No one can pout the way i do! *haha
We went ter pretty late like abt 1am?Club only for 2 hrs..This clubbing experience is alot more different den my usual ones, cos i get to enjoy it wif pple who truly club..or at least loves clubbing.I feel like a newbie wif them but i guess tat cos i rarely club...
Oh anyway, when we got there, we went to join another grp where i got to know this thai ger..(i dun rem asking her for her name), yeah, and she really friendly and all and i dance wif her abit..was like so nervous cos i nvr dance wif such an experience dancer..hee!But from the way i dance, i know i'm definately losing confidence and yesss, my selfesteem..Hmm hah, tat cos i was also affected by the silence of my phone..
The clubbers.
So liquid room ends at 3..We took a cab back to cine and went to the kopitiam to eat..Shortly after tat, it starts raining cats and dogs and damn, i cant go home..Rem how i told you everyone seem to know everyone else too?Yeah, so there was this big grp of them and they were all starting to talk and taking photos too.I dunno them so lucky my phone is finally functioning again and i got baby camel to msg to..
eHh!?!
My Goo Goo doll
At Long John.
Remind me to try the french toast!!
We did go to long john to slack and den after much persuasion, Char agree not to wait til midnite charge is over..By the time i reach home, it was nearly 6.

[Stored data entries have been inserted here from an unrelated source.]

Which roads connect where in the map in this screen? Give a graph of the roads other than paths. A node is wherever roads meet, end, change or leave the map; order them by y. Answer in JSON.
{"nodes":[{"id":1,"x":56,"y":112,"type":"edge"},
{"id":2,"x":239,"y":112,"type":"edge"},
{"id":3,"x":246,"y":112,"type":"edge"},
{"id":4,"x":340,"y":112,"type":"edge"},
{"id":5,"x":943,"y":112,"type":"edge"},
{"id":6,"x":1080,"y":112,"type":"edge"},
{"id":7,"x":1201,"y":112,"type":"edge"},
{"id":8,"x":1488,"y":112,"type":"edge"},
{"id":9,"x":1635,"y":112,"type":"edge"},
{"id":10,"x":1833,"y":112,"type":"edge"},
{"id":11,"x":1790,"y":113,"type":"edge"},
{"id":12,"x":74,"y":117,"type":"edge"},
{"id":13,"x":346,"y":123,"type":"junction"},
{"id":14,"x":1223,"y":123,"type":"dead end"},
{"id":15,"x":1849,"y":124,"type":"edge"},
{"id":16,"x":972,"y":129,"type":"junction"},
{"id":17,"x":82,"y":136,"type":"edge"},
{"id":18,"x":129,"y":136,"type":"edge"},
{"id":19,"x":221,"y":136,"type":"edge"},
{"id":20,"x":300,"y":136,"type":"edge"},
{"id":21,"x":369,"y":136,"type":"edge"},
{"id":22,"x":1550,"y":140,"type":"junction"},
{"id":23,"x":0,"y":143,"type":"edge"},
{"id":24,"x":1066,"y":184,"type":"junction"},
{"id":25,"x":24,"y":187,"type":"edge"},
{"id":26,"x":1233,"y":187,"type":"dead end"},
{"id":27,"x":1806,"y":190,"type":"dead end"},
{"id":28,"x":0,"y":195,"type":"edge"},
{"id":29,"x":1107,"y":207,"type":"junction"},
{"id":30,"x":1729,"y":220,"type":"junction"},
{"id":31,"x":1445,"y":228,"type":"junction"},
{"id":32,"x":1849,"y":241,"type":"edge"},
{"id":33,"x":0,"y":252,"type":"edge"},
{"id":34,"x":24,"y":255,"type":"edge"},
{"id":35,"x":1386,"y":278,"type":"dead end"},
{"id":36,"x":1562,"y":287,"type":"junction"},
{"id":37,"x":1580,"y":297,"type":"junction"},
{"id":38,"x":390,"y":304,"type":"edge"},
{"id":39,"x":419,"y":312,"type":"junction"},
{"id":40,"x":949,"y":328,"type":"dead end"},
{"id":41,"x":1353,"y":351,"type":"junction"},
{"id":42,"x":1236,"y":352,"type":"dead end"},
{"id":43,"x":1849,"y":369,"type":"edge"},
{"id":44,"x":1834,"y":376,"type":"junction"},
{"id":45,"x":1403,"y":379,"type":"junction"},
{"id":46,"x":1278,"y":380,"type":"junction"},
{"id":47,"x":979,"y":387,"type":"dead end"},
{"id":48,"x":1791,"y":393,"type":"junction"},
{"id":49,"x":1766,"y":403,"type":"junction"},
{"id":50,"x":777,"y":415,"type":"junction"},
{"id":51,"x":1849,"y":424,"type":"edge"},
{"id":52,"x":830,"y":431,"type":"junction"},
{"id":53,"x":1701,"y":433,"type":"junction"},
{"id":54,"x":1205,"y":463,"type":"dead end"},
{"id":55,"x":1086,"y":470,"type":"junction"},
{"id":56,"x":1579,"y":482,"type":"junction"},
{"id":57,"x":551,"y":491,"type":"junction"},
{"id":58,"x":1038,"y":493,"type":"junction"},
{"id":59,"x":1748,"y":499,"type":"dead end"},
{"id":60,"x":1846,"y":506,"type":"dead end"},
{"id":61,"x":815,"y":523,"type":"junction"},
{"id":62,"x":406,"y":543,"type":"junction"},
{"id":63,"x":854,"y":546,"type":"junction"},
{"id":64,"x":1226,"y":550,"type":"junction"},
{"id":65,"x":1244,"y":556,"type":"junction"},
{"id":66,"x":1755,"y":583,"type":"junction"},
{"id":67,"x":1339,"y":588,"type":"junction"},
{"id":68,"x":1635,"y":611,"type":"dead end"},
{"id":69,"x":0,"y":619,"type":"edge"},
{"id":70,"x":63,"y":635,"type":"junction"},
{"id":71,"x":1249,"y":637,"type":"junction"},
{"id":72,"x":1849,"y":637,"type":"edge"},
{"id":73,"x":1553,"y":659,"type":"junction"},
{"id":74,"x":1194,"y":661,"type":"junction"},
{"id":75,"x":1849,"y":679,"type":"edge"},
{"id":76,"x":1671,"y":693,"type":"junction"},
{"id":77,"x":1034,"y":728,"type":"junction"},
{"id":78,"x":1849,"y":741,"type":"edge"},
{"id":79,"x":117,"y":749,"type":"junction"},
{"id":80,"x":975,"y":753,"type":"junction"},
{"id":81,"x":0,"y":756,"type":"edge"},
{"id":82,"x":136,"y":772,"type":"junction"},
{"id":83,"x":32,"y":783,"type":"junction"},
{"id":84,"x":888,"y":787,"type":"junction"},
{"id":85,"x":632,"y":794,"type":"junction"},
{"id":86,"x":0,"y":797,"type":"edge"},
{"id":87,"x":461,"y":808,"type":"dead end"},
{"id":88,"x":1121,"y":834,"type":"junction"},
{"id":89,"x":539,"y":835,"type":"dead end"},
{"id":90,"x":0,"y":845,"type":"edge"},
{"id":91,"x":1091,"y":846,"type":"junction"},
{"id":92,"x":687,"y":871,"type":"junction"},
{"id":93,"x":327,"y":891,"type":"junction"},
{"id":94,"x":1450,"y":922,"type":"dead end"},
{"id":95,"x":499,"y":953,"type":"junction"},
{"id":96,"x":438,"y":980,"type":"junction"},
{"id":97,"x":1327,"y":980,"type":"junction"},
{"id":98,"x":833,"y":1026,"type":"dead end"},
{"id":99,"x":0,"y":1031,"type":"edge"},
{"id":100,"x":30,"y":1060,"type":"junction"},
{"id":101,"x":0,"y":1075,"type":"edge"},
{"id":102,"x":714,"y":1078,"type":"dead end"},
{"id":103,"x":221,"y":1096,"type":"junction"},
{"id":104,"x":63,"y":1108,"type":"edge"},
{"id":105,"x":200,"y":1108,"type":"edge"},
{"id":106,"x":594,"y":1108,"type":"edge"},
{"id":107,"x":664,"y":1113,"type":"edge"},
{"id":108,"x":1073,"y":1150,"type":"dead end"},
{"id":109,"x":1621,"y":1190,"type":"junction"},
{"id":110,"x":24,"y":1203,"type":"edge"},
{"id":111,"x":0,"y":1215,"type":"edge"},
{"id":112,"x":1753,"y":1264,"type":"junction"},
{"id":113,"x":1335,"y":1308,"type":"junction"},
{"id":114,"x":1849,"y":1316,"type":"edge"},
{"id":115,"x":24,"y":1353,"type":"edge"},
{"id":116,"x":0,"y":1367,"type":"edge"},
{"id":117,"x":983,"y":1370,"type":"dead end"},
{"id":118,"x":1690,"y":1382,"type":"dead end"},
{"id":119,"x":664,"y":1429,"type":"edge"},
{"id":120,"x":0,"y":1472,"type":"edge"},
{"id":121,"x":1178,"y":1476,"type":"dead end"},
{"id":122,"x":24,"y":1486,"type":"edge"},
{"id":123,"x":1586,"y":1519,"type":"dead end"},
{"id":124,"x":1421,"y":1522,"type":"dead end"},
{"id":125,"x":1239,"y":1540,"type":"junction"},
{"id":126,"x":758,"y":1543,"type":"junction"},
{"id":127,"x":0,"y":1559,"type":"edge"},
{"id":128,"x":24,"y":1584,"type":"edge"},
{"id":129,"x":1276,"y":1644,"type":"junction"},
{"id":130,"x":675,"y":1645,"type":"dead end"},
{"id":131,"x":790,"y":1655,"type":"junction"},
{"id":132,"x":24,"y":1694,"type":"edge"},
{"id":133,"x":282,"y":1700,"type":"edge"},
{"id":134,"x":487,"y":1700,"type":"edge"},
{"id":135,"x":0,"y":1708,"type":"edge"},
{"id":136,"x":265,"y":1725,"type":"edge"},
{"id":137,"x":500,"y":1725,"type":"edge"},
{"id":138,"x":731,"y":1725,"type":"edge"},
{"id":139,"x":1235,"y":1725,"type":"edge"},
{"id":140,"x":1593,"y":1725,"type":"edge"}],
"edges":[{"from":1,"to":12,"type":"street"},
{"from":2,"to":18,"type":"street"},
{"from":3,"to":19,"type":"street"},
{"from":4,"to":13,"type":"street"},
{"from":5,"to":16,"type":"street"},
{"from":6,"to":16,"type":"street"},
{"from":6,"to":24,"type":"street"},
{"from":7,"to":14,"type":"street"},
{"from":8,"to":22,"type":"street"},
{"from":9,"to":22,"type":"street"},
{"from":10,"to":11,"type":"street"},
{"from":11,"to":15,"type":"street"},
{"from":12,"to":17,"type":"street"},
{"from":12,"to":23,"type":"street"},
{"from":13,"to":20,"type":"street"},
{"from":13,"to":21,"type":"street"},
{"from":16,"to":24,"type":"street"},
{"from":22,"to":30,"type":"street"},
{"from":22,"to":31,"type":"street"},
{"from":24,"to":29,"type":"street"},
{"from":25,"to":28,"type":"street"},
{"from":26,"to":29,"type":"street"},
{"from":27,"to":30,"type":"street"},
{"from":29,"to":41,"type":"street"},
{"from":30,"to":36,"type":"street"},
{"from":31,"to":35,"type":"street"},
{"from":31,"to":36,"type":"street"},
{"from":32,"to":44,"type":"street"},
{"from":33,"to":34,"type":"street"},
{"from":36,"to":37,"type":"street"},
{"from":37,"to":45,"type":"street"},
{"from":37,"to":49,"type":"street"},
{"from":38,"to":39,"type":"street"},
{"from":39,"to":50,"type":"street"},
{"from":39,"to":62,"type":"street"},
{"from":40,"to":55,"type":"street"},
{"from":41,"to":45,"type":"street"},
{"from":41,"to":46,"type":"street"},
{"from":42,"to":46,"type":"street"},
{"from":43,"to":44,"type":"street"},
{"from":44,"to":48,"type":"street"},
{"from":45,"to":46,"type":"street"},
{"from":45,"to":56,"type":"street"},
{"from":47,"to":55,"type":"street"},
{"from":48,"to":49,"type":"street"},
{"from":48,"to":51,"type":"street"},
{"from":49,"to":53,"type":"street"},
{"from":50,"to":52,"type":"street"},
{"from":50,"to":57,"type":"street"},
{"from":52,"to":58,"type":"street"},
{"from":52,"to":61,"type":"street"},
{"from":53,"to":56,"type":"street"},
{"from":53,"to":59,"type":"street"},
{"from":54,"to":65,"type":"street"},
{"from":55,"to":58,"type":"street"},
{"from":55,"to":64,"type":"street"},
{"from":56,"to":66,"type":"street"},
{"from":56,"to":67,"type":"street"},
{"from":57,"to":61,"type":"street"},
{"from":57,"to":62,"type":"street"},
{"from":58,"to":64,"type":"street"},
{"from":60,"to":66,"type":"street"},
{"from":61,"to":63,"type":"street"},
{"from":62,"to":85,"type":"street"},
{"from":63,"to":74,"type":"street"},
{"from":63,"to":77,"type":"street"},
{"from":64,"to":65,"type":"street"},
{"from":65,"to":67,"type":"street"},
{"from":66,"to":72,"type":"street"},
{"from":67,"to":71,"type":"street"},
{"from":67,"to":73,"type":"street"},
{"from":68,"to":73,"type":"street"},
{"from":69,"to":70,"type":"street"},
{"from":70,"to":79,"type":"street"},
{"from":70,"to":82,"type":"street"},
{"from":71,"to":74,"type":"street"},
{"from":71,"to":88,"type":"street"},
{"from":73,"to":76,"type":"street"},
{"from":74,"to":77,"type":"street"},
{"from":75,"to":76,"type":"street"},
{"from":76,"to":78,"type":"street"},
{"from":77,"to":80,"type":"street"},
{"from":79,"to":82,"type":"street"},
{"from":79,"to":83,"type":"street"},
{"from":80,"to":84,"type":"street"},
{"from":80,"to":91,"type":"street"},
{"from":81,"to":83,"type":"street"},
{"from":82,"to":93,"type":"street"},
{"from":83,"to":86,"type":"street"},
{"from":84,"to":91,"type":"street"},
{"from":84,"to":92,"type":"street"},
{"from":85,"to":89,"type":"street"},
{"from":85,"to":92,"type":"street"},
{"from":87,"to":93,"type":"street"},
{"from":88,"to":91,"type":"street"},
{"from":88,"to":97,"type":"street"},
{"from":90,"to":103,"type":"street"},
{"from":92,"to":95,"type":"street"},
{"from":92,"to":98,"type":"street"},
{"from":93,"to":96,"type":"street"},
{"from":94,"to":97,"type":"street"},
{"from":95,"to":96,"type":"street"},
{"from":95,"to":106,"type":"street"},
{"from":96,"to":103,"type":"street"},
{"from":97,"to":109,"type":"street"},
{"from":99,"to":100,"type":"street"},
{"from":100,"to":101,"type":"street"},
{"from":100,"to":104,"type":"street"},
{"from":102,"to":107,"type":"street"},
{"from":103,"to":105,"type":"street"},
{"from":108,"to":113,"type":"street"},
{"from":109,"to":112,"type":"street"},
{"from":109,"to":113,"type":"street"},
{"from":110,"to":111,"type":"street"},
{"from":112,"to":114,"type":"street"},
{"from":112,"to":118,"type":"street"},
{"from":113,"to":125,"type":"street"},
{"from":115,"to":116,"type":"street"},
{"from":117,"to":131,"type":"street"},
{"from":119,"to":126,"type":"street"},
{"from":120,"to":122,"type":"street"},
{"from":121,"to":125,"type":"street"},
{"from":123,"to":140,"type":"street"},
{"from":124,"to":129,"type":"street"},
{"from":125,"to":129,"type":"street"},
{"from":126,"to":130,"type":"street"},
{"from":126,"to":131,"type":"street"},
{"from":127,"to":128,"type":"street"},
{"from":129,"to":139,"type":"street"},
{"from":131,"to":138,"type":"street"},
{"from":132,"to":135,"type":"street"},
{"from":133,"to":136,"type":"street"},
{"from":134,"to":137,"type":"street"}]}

Sunday, i woke up late also..Went to meet baby at 4 and cos baby still tired, he sleep and slp again..I played abit of psp and also went to join him to slp..Hah..and den we woke up to go Macp to eat and watch soccer..We watch 2 match in a row lo.Anyway i figure i wun be able to slp so we went back baby house and watch 4 episodes of GTO.Just nice its 5 am alrdy and i gtg home to change..Baby was nice, he fetch me to work..
I remember complaining how exp my transportation are and baby was like saying his is worst..abt $7 or more per day..Hmm, somehow it makes me feel guilty..Its like i use to think and wonder why baby dun fetch me to/back from work and also grumble a little, but now, i dun think i ever want him to..I mean it nice to be fetched but now knowing how expensive petrol is, i think i rather take my mrt and bus everyday..=(
Today, was the yr 2 orientation so we were pretty alone..Sadly xinyi din come and the SN was like grumbling how she need a student nurse so badly and stupid me got caught by the sister holdin the case notes, so she send me to 25..
haiz.I almost tot i would lose my opportunity to write report.Lucky, the SN assure me tat it only for helping wif the EN.How i could have slap myself for being so selfish..I mean, i kinda know their side is bz but it like inside me i feel so relunctant to help.
I figure cos my partner post such a "big threat" to me in a funny way..She too kajiong which makes me kajiong too..Arrggh..Though i try to tell myself to ignore everything she doing but it just so hard..like when the SN ask me do hypocount, i did and report back to her and she was ter telling the SN tat she done wif everything alrdy and how she want to serve meds so eagerly..my nerves got a little jumpy den and i have to do self reinforcement and tell myself how mayb just let things come..and true enough, tru' out the day, i was like not bz yet bz..I help wif 25 and also went down 2 times..But yet, i seem to have more time..hahaha..Okie i'm bad i know, but just really wish she dun always have to care only abt herself and focus so much on things she thinks she ought and hafta to do..We must work as a team rite?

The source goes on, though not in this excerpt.